Jika sudah disita, ia terpaksa merogoh kocek untuk membeli becak baru senilai Rp800 ribu agar bisa kembali meraup rezeki.
"Saya tahu ada razia itu hari Rabu dan Kamis, kalau sudah di razia, enggak bakal dikembalikan, terpaksa saya beli baru," aku Mastirung.
Mastirung, pengayuh becak di Tanah Tinggi menyambut baik rencana Anies Baswedan dan berharap janji manisnya direalisasikan. (CNN Indonesia/Ramadhan Rizki Saputra). |
Karena itu, Mastirung merasa bahagia menyambut rencana Anies yang ingin menghidupkan kembali becak di Ibu Kota.
"Saya senang sekali, kan di koran ramai soal itu. Tukang becak di sini senang semua," ujarnya.
Mastirung sudah merasa dampak perubahan meski kebijakan menghidupkan kembali becak baru sebatas rencana. Hal itu terlihat dari para tukang becak lama yang dulu sempat vakum kini beroperasi kembali.
Ia menyebut setidaknya ada lima orang yang kini kembali melakoni profesi sebagai tukang becak di kawasan Tanah Tinggi pasca rencana kebijakan Anies tersebut.
"Dampaknya sudah mulai. Orang-orang yang dulu tidak narik becak sekarang narik lagi," ungkapnya
Ia berharap nantinya Anies benar-benar mewujudkan janji manisnya tersebut. Meski hanya diperbolehkan beroperasi di jalan kampung, ia mengaku akan merasa leluasa dalam beraktivitas tanpa rasa takut dikejar-kejar Satpol PP.
"Kalau benar diperbolehkan, jadi kami bisa leluasa, tidak takut dirazia, tidak takut disita lagi," kata Mastirung.
Ingin Anies Tak Ingkar JanjiSenada dengan Mastirung, pengayuh becak lainnya yang biasa mangkal di depan Pasar Tanah Tinggi bernama Warjo (62) berpendapat sama. Ia berharap Anies tak sekadar
lip service dan cepat merealisasi rencana yang dijanjikan itu.
"Saya maunya itu ditepati saja, jangan kalau sudah ramai-ramai begini (rencana kebijakan becak) malah enggak jadi," ujar Warjo.
 Warjo, pengayuh becak Tanah Tinggi berharap Anies Baswedan menetapi janji manisnya menghidupkan kembali tranportasi becak di Jakarta. (CNN Indonesia/Ramadhan Rizki Saputra). |
Pria asal Tegal itu sudah berprofesi menjadi tukang becak sejak tahun 1982. Saat itu becak yang beroperasi di Jakarta masih banyak dan bebas beroperasi di jalan raya.
"Sekarang mah boro-boro.
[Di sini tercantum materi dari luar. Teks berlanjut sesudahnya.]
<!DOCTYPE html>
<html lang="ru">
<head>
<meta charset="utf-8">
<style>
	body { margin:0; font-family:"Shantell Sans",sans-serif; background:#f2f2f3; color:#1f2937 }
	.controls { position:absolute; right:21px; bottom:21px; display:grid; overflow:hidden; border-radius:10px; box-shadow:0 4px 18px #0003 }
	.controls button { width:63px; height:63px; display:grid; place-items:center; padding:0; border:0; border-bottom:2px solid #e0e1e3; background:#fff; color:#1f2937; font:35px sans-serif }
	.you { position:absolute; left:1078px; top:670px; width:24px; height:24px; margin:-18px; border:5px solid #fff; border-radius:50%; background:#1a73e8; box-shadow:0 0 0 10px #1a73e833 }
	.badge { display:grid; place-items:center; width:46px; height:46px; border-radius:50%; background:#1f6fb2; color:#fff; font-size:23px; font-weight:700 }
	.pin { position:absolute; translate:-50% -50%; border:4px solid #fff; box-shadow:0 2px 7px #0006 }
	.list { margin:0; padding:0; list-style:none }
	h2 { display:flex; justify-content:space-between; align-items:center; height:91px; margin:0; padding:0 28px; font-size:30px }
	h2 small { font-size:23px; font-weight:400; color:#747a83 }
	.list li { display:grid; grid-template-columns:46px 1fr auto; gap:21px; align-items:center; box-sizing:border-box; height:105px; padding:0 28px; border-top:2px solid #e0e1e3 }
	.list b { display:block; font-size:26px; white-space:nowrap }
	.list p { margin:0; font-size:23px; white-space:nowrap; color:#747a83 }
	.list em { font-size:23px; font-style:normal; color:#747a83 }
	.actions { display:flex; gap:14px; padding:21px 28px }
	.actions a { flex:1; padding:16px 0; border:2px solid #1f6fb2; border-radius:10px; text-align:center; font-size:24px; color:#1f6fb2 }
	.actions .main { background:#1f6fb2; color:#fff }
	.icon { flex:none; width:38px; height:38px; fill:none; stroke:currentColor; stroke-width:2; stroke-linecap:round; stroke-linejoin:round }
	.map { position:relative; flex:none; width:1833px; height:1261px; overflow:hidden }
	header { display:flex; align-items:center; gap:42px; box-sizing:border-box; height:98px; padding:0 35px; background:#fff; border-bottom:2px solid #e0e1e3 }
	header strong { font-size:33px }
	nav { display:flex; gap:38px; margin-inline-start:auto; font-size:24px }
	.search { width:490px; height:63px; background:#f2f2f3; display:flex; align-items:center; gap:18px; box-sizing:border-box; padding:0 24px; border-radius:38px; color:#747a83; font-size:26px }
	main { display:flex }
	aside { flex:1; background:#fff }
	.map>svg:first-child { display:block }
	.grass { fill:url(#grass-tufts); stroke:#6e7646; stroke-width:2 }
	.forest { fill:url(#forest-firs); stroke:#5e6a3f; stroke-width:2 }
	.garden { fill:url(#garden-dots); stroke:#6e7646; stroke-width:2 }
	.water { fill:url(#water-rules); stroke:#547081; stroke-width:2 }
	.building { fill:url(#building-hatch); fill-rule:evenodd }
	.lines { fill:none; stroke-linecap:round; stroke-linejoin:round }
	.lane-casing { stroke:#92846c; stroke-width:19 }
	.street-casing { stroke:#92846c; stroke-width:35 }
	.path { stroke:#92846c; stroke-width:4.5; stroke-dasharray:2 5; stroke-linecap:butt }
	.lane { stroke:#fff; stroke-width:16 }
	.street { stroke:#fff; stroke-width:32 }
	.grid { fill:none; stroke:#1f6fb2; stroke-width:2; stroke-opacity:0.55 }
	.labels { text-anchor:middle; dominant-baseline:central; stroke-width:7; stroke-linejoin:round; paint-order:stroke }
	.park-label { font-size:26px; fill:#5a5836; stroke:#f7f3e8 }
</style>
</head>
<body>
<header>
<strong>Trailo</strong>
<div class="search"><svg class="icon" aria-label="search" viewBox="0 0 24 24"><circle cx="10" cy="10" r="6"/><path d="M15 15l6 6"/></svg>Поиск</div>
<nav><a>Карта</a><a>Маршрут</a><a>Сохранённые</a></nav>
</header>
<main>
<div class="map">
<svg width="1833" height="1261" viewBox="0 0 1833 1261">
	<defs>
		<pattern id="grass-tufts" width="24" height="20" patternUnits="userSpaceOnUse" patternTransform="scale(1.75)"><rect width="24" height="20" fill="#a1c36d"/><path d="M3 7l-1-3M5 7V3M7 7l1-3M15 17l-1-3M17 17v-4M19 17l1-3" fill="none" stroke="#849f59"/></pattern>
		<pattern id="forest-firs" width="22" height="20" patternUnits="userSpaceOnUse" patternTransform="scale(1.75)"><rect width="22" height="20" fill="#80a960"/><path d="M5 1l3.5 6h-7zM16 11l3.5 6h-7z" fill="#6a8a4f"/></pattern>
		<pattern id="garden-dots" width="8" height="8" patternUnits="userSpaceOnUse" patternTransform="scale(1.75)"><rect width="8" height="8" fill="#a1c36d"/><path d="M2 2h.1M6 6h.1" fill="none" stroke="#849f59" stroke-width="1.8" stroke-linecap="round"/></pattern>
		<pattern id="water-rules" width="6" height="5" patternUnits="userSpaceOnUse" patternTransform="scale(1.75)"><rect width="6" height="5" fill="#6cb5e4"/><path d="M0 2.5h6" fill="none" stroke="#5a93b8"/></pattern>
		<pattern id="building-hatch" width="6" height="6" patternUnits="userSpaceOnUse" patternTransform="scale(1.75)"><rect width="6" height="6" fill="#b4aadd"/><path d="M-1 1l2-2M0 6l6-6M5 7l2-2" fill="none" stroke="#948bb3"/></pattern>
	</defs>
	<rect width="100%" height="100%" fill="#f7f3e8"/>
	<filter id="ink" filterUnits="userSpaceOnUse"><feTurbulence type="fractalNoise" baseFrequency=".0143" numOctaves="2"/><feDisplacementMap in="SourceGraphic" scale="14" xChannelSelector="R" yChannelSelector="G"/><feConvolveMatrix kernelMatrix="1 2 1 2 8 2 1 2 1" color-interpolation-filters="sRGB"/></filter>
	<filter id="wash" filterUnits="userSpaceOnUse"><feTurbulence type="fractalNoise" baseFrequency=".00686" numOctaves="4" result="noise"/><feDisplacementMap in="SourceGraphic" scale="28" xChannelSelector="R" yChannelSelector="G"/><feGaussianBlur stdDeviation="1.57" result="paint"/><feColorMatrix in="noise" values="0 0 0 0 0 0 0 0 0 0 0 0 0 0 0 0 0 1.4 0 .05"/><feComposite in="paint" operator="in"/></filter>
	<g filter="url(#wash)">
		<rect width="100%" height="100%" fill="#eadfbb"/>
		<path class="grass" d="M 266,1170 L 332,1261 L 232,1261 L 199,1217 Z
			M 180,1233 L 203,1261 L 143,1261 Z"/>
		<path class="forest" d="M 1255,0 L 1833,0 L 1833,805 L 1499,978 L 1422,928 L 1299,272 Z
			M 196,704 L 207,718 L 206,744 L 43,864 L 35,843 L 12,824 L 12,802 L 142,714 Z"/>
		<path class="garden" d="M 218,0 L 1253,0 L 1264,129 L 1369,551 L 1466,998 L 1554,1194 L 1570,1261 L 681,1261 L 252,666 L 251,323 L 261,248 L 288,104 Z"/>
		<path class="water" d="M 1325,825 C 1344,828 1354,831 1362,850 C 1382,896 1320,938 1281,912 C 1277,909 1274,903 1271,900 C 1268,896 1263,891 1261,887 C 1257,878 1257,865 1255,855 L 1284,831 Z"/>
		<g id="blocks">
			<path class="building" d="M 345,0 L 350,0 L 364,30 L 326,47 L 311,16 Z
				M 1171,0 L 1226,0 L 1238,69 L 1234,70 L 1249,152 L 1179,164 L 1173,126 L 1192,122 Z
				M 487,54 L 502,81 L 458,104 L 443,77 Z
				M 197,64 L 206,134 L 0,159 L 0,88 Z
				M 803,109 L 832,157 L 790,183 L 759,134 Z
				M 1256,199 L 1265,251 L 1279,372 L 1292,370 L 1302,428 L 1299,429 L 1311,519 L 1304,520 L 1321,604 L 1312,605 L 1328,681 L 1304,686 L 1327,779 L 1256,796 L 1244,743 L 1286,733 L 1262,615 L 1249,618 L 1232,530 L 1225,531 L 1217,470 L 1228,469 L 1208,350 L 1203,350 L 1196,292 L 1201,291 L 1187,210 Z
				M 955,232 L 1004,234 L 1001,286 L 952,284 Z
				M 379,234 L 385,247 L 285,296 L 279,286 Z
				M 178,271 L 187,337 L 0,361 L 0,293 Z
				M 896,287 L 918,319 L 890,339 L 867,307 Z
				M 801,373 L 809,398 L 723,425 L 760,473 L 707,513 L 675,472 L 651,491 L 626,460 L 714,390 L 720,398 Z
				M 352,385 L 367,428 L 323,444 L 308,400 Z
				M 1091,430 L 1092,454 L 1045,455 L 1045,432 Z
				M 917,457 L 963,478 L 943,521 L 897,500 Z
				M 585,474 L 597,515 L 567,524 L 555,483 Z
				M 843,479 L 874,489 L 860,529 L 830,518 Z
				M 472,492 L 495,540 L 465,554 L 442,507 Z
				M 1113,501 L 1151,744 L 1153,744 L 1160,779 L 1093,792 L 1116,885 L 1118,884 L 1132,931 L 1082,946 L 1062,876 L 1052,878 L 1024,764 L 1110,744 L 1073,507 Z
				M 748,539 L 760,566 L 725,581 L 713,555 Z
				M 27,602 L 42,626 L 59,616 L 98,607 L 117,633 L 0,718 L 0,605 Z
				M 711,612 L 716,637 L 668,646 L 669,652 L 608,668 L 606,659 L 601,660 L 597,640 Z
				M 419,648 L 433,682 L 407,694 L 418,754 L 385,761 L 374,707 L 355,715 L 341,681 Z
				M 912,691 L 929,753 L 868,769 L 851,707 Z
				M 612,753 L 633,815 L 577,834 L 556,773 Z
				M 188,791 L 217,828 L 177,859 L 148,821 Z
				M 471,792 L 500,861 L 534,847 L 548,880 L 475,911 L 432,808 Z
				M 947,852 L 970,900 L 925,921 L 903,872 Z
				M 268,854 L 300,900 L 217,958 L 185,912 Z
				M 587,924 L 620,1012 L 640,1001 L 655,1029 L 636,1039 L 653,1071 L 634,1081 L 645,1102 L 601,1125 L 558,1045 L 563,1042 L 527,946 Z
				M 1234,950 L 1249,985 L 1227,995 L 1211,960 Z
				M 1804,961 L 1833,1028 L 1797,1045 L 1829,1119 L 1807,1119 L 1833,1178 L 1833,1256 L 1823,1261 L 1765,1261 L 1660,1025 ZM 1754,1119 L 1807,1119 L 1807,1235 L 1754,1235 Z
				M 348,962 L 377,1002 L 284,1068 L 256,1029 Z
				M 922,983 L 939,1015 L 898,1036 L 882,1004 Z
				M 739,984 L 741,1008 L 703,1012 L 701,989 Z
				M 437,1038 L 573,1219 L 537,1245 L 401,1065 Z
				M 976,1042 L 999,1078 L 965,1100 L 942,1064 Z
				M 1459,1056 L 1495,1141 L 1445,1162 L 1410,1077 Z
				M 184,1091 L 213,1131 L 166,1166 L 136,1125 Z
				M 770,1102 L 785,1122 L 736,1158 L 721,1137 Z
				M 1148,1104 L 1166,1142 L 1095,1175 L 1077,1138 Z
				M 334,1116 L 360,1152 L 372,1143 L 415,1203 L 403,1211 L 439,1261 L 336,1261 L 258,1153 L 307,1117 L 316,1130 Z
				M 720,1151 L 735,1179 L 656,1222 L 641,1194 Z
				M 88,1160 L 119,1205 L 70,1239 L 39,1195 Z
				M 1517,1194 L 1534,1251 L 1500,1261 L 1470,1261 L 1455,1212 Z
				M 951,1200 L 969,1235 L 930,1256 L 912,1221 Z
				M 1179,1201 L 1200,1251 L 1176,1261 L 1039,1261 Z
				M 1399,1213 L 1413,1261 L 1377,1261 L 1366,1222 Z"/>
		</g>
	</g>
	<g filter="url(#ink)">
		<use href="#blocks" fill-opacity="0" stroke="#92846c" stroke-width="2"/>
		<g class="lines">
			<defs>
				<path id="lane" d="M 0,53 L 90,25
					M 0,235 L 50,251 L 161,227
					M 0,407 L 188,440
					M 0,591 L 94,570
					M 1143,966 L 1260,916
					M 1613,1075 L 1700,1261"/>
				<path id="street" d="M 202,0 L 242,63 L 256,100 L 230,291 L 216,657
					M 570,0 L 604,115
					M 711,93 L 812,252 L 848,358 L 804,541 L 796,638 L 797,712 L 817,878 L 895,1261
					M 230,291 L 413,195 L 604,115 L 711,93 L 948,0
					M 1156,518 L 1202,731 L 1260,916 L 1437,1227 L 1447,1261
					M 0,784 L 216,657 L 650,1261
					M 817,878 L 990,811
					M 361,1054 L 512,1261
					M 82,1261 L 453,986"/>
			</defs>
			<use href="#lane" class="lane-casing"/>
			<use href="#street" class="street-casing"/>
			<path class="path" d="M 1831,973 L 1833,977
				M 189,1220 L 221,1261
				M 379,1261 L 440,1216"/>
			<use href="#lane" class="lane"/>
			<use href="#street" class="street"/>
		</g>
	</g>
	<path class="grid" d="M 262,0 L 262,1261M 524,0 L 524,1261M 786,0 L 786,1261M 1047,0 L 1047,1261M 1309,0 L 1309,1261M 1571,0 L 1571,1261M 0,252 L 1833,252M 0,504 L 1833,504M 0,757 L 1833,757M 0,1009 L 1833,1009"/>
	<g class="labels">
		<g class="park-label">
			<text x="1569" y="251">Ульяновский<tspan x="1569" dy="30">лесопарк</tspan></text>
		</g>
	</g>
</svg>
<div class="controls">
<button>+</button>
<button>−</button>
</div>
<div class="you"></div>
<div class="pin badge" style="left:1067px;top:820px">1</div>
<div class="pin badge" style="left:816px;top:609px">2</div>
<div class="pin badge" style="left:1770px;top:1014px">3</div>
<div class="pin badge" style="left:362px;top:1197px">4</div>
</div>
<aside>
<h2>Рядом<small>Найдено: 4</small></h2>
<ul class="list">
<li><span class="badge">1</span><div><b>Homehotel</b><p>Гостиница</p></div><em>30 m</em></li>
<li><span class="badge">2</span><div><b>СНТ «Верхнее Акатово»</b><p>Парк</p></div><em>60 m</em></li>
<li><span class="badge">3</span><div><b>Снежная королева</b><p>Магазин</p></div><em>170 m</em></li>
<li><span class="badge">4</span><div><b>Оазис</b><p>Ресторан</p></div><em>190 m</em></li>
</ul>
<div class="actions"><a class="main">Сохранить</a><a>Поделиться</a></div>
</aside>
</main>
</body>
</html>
Kita naro becak saja di halaman rumah bisa ditarik sama kantib (Satpol PP)," ujarnya.
Warjo bercerita, Satpol PP di wilayah Tanah Abang memang sangat reaktif terhadap para pengemudi becak sejak dulu. Hampir dua kali dalam sepekan Satpol PP melakukan razia becak di sekitar Tanah Tinggi.
Becak milik Warjo pernah sekali dirazia Satpol PP saat sedang menunggu penumpang. Ia terpaksa membeli becak bekas agar tetap bisa beroperasi mencari nafkah di daerah tersebut.
"Saya biasanya kabur. Cuma kali itu razia dadakan pas mengkal saja, ditarik (Satpol PP) deh itu, ya beli lagi," ujarnya.
Lepas dari itu semua, Warjo menilai becak masih dibutuhkan oleh masyarakat Jakarta sebagai moda transportasi. Sebab banyak ibu-ibu dan anak sekolah yang menggunakan jasa becak sebagai sarana transportasi setiap hari.
"Buktinya ibu-ibu ke pasar banyak yang minat, anak sekolah juga yang minat masih banyak, jadi dipertahankan becak ini seharusnya," ungkap Warjo.
Warjo pun berharap pihak Pemprov DKI Jakarta mau mengembalikan becak sebagai moda transportasi di Ibu Kota karena merupakan kendaraan yang ramah lingkungan. Jika rencana itu diwujudkan, maka para pengayuh becak tak lagi takut dirazia Satpol PP yang kerap jadi momok.
"Ini bagus buat lingkungan, tidak keluar asap (polusi). Terus biar Satpol PP enggak ngejar-ngejar kami lagi," ujar Warjo.